Tak dapat dipungkiri, perkembangan dunia digital telah menyasar ke segala sisi kehidupan. Saat ini, rasanya hampir tidak ada sisi kehidupan manusia yang tidak terpengaruh proses digitalisasi. Namun, masih banyak pengguna internet yang hanya mampu menerima informasi tanpa kemampuan memahami dan mengolah informasi tersebut secara baik, sehingga masih banyak masyarakat terpapar oleh informasi yang tidak benar.

Menyikapi hal itu, maka baru-baru ini Kementerian Komunikasi dan Informatika (Kominfo) menggelar seri webinar literasi digital #MakinCakapDigital dengan tema “Internet Sehat Anak Cerdas”. Webinar yang digelar pada Selasa, 24 Agustus 2021 di Kabupaten Serang, diikuti oleh puluhan peserta secara daring.

Webinar ini mengundang narasumber dari berbagai bidang keahlian dan profesi, yakni AAM Abdul Nasir – Assistenprofesi.id, Devi Adriyanti – Penulis dan Dosen Universitas Ahmad Dahlan Yogyakarta, Oetari Noor Permadi – Praktisi Pendidikan & Budaya dan Jota Eko Hapsoro – Founder & CEO Jogjania.com.

Tema yang dibahas oleh masing-masing narasumber meliputi digital skills, digital ethics, digital culture, dan digital safety. Abdul Nasir membuka webinar dengan mengatakan ada beberapa jenis kecerdasan (Intelligences) menurut Howard Gardner.

“Yakni verbal linguistic terdiri dari membaca, berbicara, teka-teki kata, mengeja, bahasa dan mendengarkan.

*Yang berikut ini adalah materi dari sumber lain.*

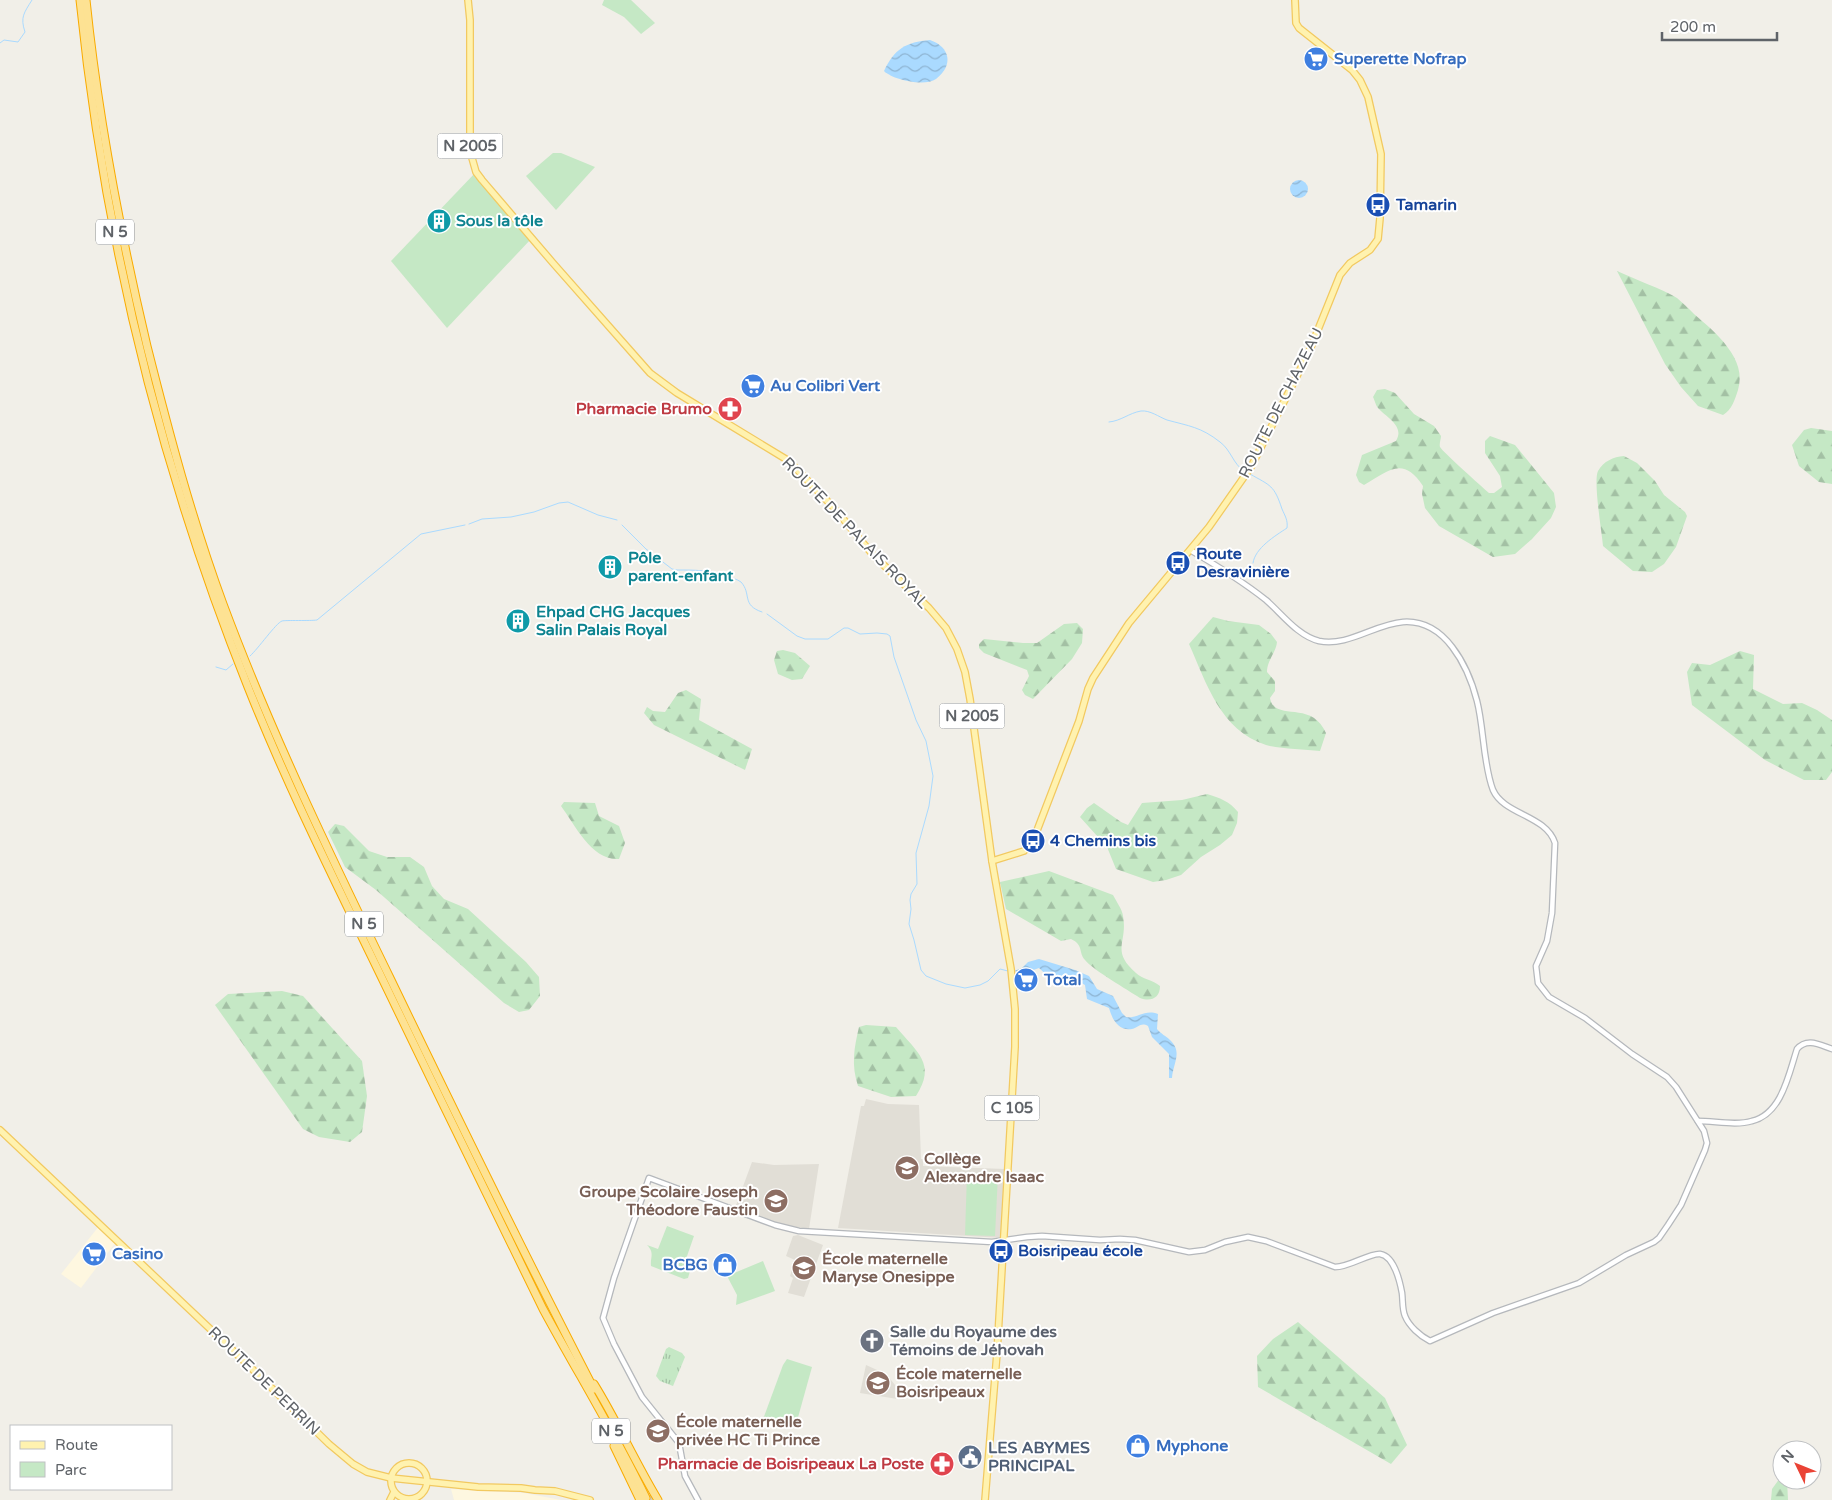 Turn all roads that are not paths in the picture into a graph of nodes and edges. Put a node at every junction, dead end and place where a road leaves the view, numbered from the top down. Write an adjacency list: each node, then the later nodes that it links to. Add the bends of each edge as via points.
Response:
1 (80, 0): 14 (highway, N 5, via 98,144 130,308 188,522 216,604 292,793 543,1309)
2 (86, 0): 14 (highway, N 5, via 113,193 138,307 176,459 223,602 299,790)
3 (468, 0): 6 (main road, ROUTE DE PALAIS ROYAL / N 2005, via 470,151 476,172 650,373 789,461 873,555 946,628 965,672)
4 (1295, 0): 5 (main road, ROUTE DE CHAZEAU, via 1299,28 1352,70 1368,97 1381,154 1379,234 1370,250 1350,263 1340,275 1309,352 1251,468)
5 (1190, 550): 6 (main road, ROUTE DE CHAZEAU, via 1130,623 1093,678 1033,841 1024,851); 9 (street, via 1248,587 1297,629 1314,639 1333,642 1403,622 1430,626 1442,634 1470,680 1477,701 1494,791 1501,800 1544,826 1555,843 1552,913 1547,941 1536,966 1538,983 1549,997 1667,1077)
6 (992, 861): 7 (main road, N 2005)
7 (1012, 972): 13 (main road, C 105, via 1015,1048)
8 (1832, 1049): 10 (street, via 1811,1042 1802,1044 1782,1091 1765,1116 1748,1122)
9 (1698, 1120): 10 (street); 12 (street)
10 (1708, 1121): 12 (street)
11 (0, 1130): 15 (main road, ROUTE DE PERRIN, via 329,1444 367,1472)
12 (1704, 1131): 13 (street, via 1706,1150 1681,1205 1659,1238 1579,1284 1493,1313 1430,1341 1406,1318 1396,1272 1388,1258 1381,1254 1335,1267 1254,1238 1189,1252 1127,1239 1042,1236)
13 (1004, 1240): 24 (street, via 968,1241 799,1231 649,1178 603,1318 642,1397 678,1443 685,1476); 25 (main road, C 105)
14 (576, 1362): 19 (highway, N 5); 23 (highway, via 607,1405)
15 (391, 1478): 16 (main road, ROUTE DE PERRIN); 16 (main road, via 401,1465 411,1463 423,1470); 17 (main road)
16 (427, 1482): 18 (main road, via 418,1496); 22 (main road, ROUTE DE PERRIN, via 556,1491)
17 (394, 1492): 18 (main road); 20 (main road)
18 (402, 1498): 21 (main road)
19 (645, 1498)
20 (390, 1500)
21 (396, 1500)
22 (590, 1500)
23 (658, 1500)
24 (698, 1500)
25 (985, 1500)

Logical-mathematical, musical-rhythmic-harmonic, visual-spatial dan bodily-kinesthetic, yang merupakan kemampuan untuk mengontrol tubuh dan menangani gerak dengan terampil,” tuturnya.

Selain itu, terdapat pula interpersonal, yang merupakan kemampuan untuk memahami karakter orang lain. Contohnya motivasi dan tujuan hidup, kekuatan, kelemahan, dan alat bantu.

Sementara Intrapersonal, merupakan kemampuan untuk memahami karakter diri sendiri. Contohnya motivasi dan tujuan hidup, kekuatan, kelemahan, dan alat bantu. Existential, merupakan kemampuan untuk memahami segala hal sensitive, intuitif dst. Contohnya arti kehidupan, makna kematian, penciptaan alam.

Devi Adriyanti menambahkan, etika di internet diperlukan karena dunia internet tetap dihuni oleh manusia nyata. Bergaul dengan manusia lain memerlukan aturan dan tata krama, maka di internet pun orang harus menjaga sikap dan kesopanan.

“Inilah yang disebut netiket (netiquette) yaitu tata krama dan sopan santun dalam bergaul di internet,” tuturnya. Perbandingan internet sehat dan internet sakit adalah internet sehat memiliki informasi yang bermanfaat, berisi ilmu pengetahuan, hiburan dan komunikasi serta silaturrahim.

Sedangkan internet sakit, memiliki informasi hoaks, hasutan atau hate speech, penipuan dan perjudian, serta pornografi. Etika berinternet yang sehat adalah

dengan menggunakan akun yang riil, baca sumber yang terpercaya. Berinternet dapat menjadi medan perang dan arena pertengkaran jika didalamnya orang tidak beretika.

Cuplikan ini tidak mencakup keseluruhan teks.